Career education and guidance can be reviewed as part of the school’s regular self-review processes. It can be reviewed in conjunction with other areas, such as literacy and numeracy, the key competencies or specific curriculum learning areas.

Suggested questions

A review evaluates effectiveness and looks for ways to improve outcomes for students. Questions that could be used in review include:

  • What evidence is there that career education and guidance is incorporated into the school's structures and curriculum?
  • How consistently is career education and guidance provided at each year level?
  • Are pastoral care and classroom teaching supporting career education and guidance to the extent needed?
  • To what extent is career education and guidance student-centred? Does it meet the particular needs of the school's students? How well is the school catering for the diversity of its students?
  • What evidence is there that students are developing career management competencies?
  • What benefits do students gain from specific career-learning activities and events (such as career modules, expos, and career days)?
  • Do students and parents receive sufficient career-related assistance prior to key transition points, such as choosing subjects?
  • Is career information accessible to all? Is it up to date and accurate? Is it impartial? Is there an appropriate balance between impartial material and promotional material produced by tertiary education and training providers?
  • How much confidence do students have about seeking career guidance?
  • Could the school make better use of the resources allocated to career education and guidance?

Relevant evidence

Evaluation should draw on a range of relevant evidence and be designed to measure effectiveness against baseline data. Some of the evidence chosen for the evaluation will already exist in the school. Some will need to be gathered to answer specific questions. Evidence can include (adapted from the Ministry of Education publication Consider the Evidence, 2006) :

  • Demographics - data that describes the school’s students, staff and community. Much of this data is collected at enrolment, when students leave school and by tracking students beyond school. This evidence will reveal the distinctive features of the school’s student community that will shape the school’s career education and guidance programmes.
  • Student achievement – data and other evidence from attendance records, assessments, standardised testing, portfolios of student work, student profiles and achievements soon after leaving school. This evidence can indicate the impact career education is having on student motivation and achievement.
  • Perceptions – evidence of what staff, students, parents, whānau, and communities think about the career education programme and how much they know about learning and career pathways and options.
  • School processes – how the school is organised and operates. Senior school curriculum options, the ease of changing subjects and the structure of the timetable can be factors in students’ career options.
  • Other practice – academic research, the experiences of other schools, methods to track students beyond school, etc. Keeping up to date with other practice is a key role for the school’s career education leader.

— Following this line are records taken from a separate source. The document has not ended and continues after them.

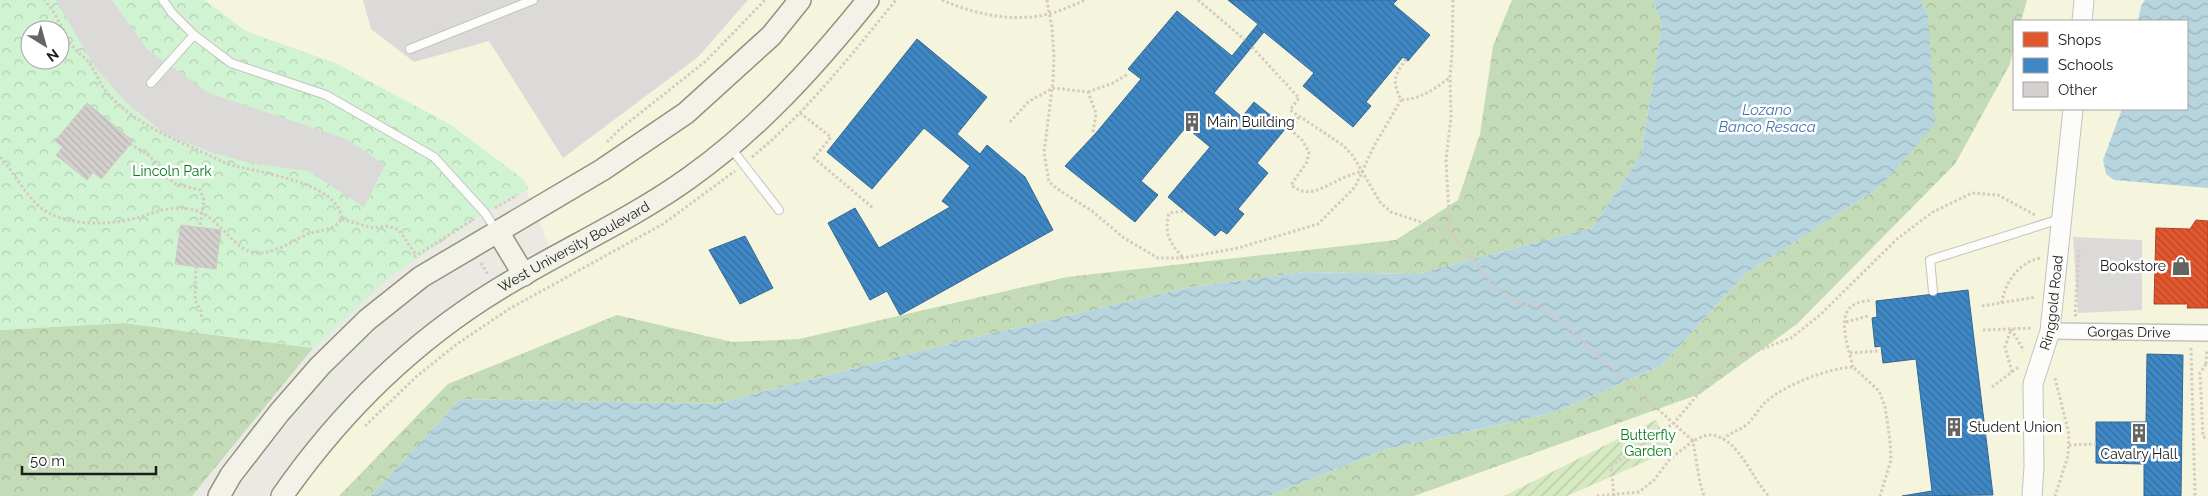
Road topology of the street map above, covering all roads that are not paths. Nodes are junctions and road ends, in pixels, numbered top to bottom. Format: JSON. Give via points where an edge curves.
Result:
{"nodes":[{"id":1,"x":163,"y":0,"type":"edge"},
{"id":2,"x":533,"y":0,"type":"edge"},
{"id":3,"x":800,"y":0,"type":"edge"},
{"id":4,"x":868,"y":0,"type":"edge"},
{"id":5,"x":2084,"y":0,"type":"edge"},
{"id":6,"x":2082,"y":20,"type":"edge"},
{"id":7,"x":194,"y":35,"type":"junction"},
{"id":8,"x":410,"y":48,"type":"dead end"},
{"id":9,"x":152,"y":83,"type":"dead end"},
{"id":10,"x":2073,"y":110,"type":"edge"},
{"id":11,"x":730,"y":146,"type":"junction"},
{"id":12,"x":779,"y":210,"type":"dead end"},
{"id":13,"x":2055,"y":220,"type":"junction"},
{"id":14,"x":498,"y":232,"type":"junction"},
{"id":15,"x":524,"y":275,"type":"junction"},
{"id":16,"x":1933,"y":291,"type":"dead end"},
{"id":17,"x":2044,"y":330,"type":"junction"},
{"id":18,"x":2208,"y":333,"type":"edge"},
{"id":19,"x":219,"y":496,"type":"edge"},
{"id":20,"x":282,"y":496,"type":"edge"},
{"id":21,"x":2032,"y":496,"type":"edge"}],
"edges":[{"from":1,"to":7,"type":"lane"},
{"from":2,"to":8,"type":"lane"},
{"from":3,"to":14,"type":"main road","via":[[771,36],[686,113],[602,170]]},
{"from":4,"to":11,"type":"main road","name":"West University Boulevard","via":[[821,59]]},
{"from":5,"to":6,"type":"street"},
{"from":7,"to":9,"type":"lane"},
{"from":7,"to":14,"type":"lane","via":[[231,63],[326,95],[434,157]]},
{"from":10,"to":13,"type":"street","name":"Ringgold Road"},
{"from":11,"to":12,"type":"lane"},
{"from":11,"to":15,"type":"main road","name":"West University Boulevard","via":[[646,206]]},
{"from":13,"to":16,"type":"lane","via":[[1930,260]]},
{"from":13,"to":17,"type":"street","name":"Ringgold Road"},
{"from":14,"to":15,"type":"main road"},
{"from":14,"to":19,"type":"main road","via":[[421,277],[366,320],[279,413],[231,475]]},
{"from":15,"to":20,"type":"main road","name":"West University Boulevard","via":[[436,330],[382,378],[342,418]]},
{"from":17,"to":18,"type":"street","name":"Gorgas Drive"},
{"from":17,"to":21,"type":"street","name":"Ringgold Road","via":[[2034,384]]}]}
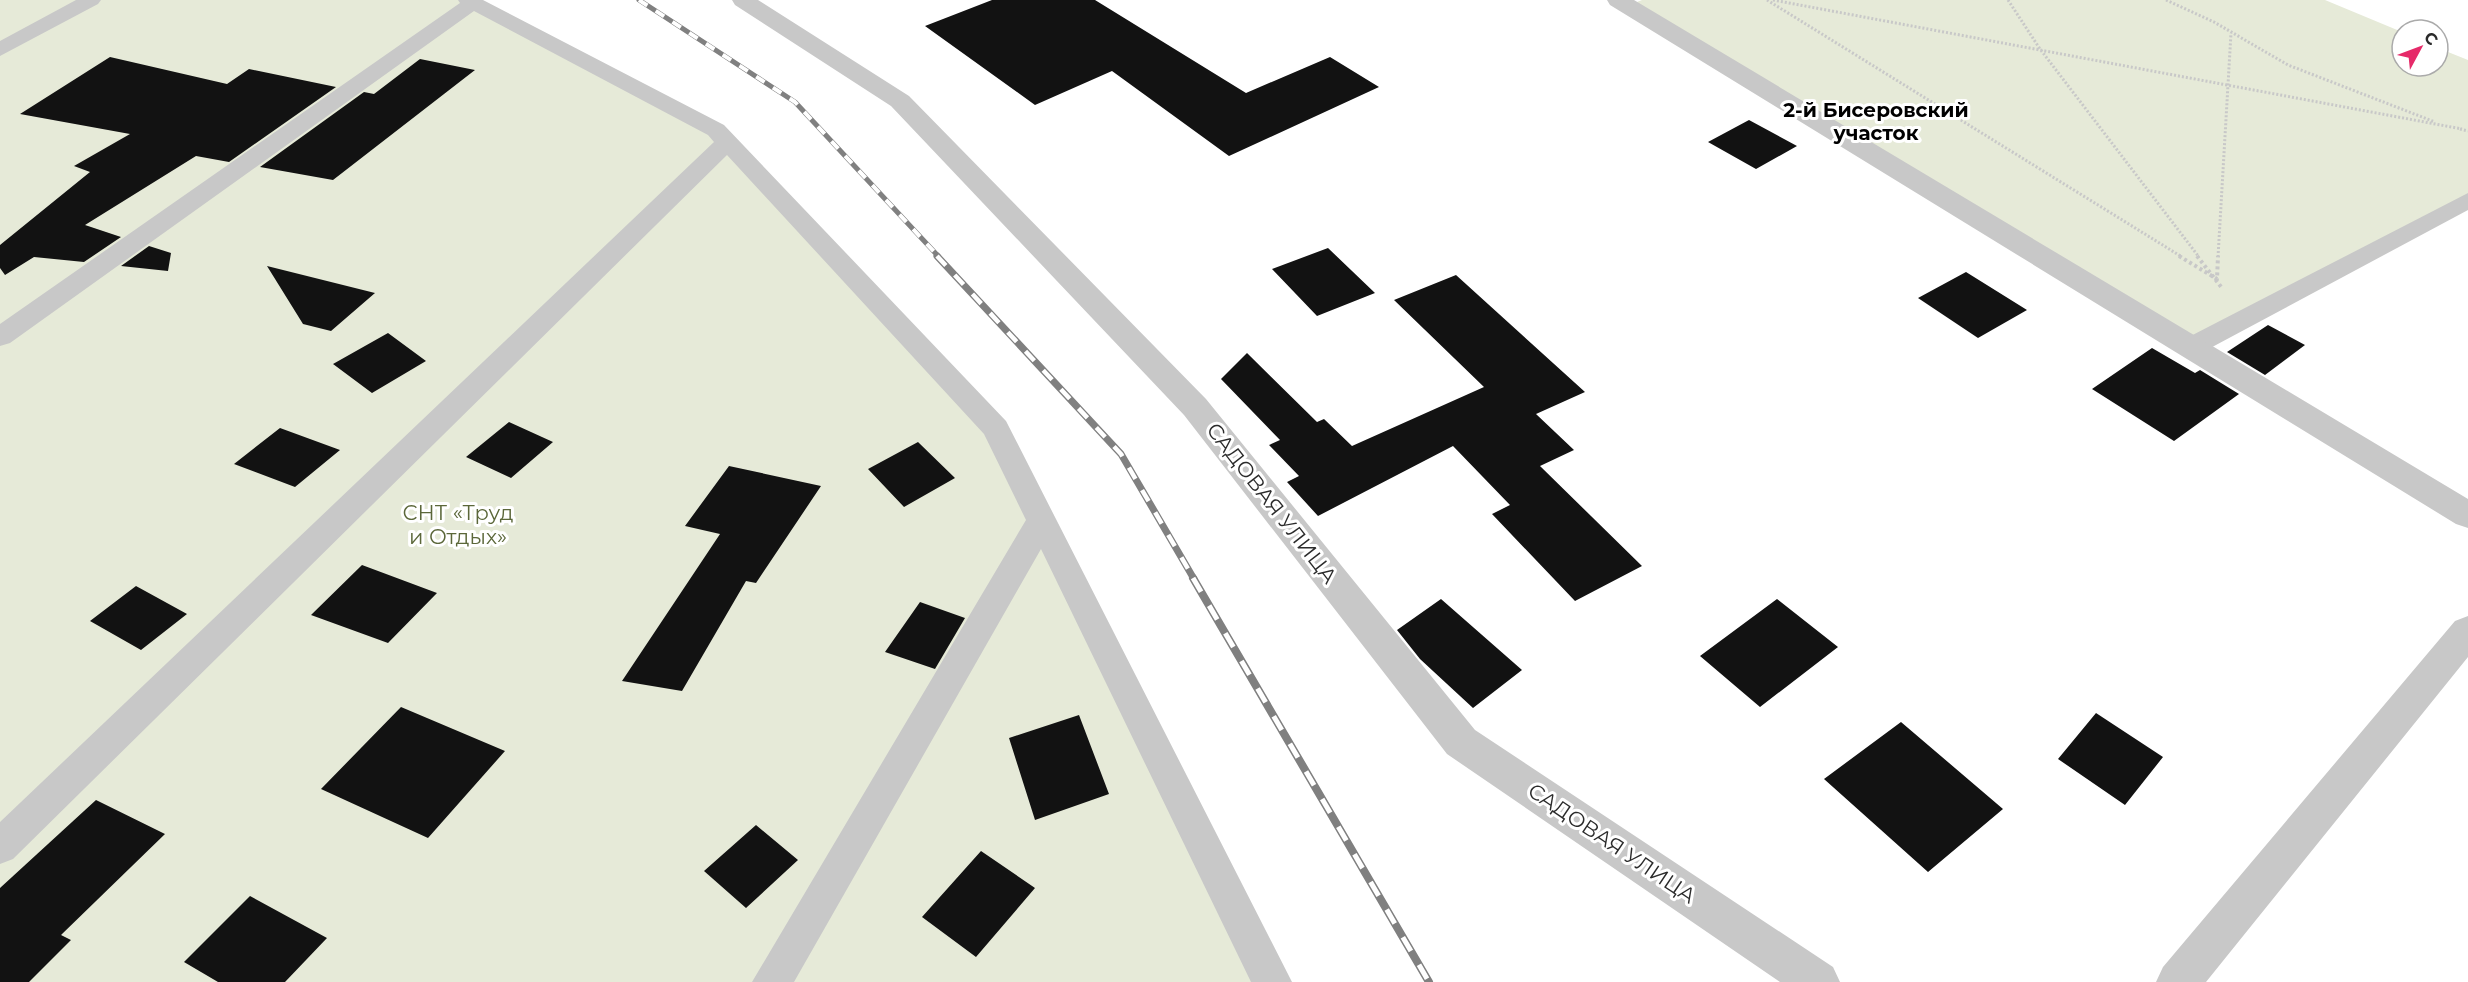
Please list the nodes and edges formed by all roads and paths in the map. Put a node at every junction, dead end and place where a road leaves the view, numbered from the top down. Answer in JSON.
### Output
{"nodes":[{"id":1,"x":91,"y":0,"type":"edge"},
{"id":2,"x":743,"y":0,"type":"edge"},
{"id":3,"x":1618,"y":0,"type":"edge"},
{"id":4,"x":1767,"y":0,"type":"edge"},
{"id":5,"x":1773,"y":0,"type":"edge"},
{"id":6,"x":2008,"y":0,"type":"edge"},
{"id":7,"x":2166,"y":0,"type":"edge"},
{"id":8,"x":470,"y":1,"type":"edge"},
{"id":9,"x":2232,"y":33,"type":"junction"},
{"id":10,"x":2040,"y":49,"type":"junction"},
{"id":11,"x":0,"y":50,"type":"edge"},
{"id":12,"x":2227,"y":85,"type":"junction"},
{"id":13,"x":2462,"y":129,"type":"junction"},
{"id":14,"x":2468,"y":131,"type":"edge"},
{"id":15,"x":727,"y":142,"type":"junction"},
{"id":16,"x":2468,"y":200,"type":"edge"},
{"id":17,"x":2217,"y":279,"type":"junction"},
{"id":18,"x":2239,"y":319,"type":"junction"},
{"id":19,"x":0,"y":337,"type":"edge"},
{"id":20,"x":2191,"y":347,"type":"junction"},
{"id":21,"x":2468,"y":515,"type":"edge"},
{"id":22,"x":1042,"y":520,"type":"junction"},
{"id":23,"x":2468,"y":631,"type":"edge"},
{"id":24,"x":0,"y":847,"type":"edge"},
{"id":25,"x":772,"y":982,"type":"edge"},
{"id":26,"x":1272,"y":982,"type":"edge"},
{"id":27,"x":1818,"y":982,"type":"edge"},
{"id":28,"x":2178,"y":982,"type":"edge"}],
"edges":[{"from":1,"to":11,"type":"lane"},
{"from":2,"to":27,"type":"street","name":"САДОВАЯ УЛИЦА"},
{"from":3,"to":20,"type":"street"},
{"from":4,"to":17,"type":"path"},
{"from":5,"to":10,"type":"path"},
{"from":6,"to":10,"type":"path"},
{"from":7,"to":9,"type":"path"},
{"from":8,"to":15,"type":"lane"},
{"from":8,"to":19,"type":"lane"},
{"from":9,"to":12,"type":"path"},
{"from":9,"to":13,"type":"path"},
{"from":10,"to":12,"type":"path"},
{"from":10,"to":17,"type":"path"},
{"from":12,"to":13,"type":"path"},
{"from":12,"to":17,"type":"path"},
{"from":13,"to":14,"type":"path"},
{"from":15,"to":22,"type":"lane"},
{"from":15,"to":24,"type":"lane"},
{"from":16,"to":18,"type":"lane"},
{"from":17,"to":18,"type":"path"},
{"from":18,"to":20,"type":"lane"},
{"from":20,"to":21,"type":"street"},
{"from":22,"to":25,"type":"lane"},
{"from":22,"to":26,"type":"lane"},
{"from":23,"to":28,"type":"street"}]}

Review should take account of factors that are beyond the school’s control. Fluctuations in the national and local economy can impact on job opportunities and how students, families and whānau feel about possible learning and career options. For example, if local businesses are struggling, work experience and placement programmes might have to be reviewed. Or, if local businesses are actively seeking workers, some students may need help to weigh up the risks of leaving school without gaining qualifications.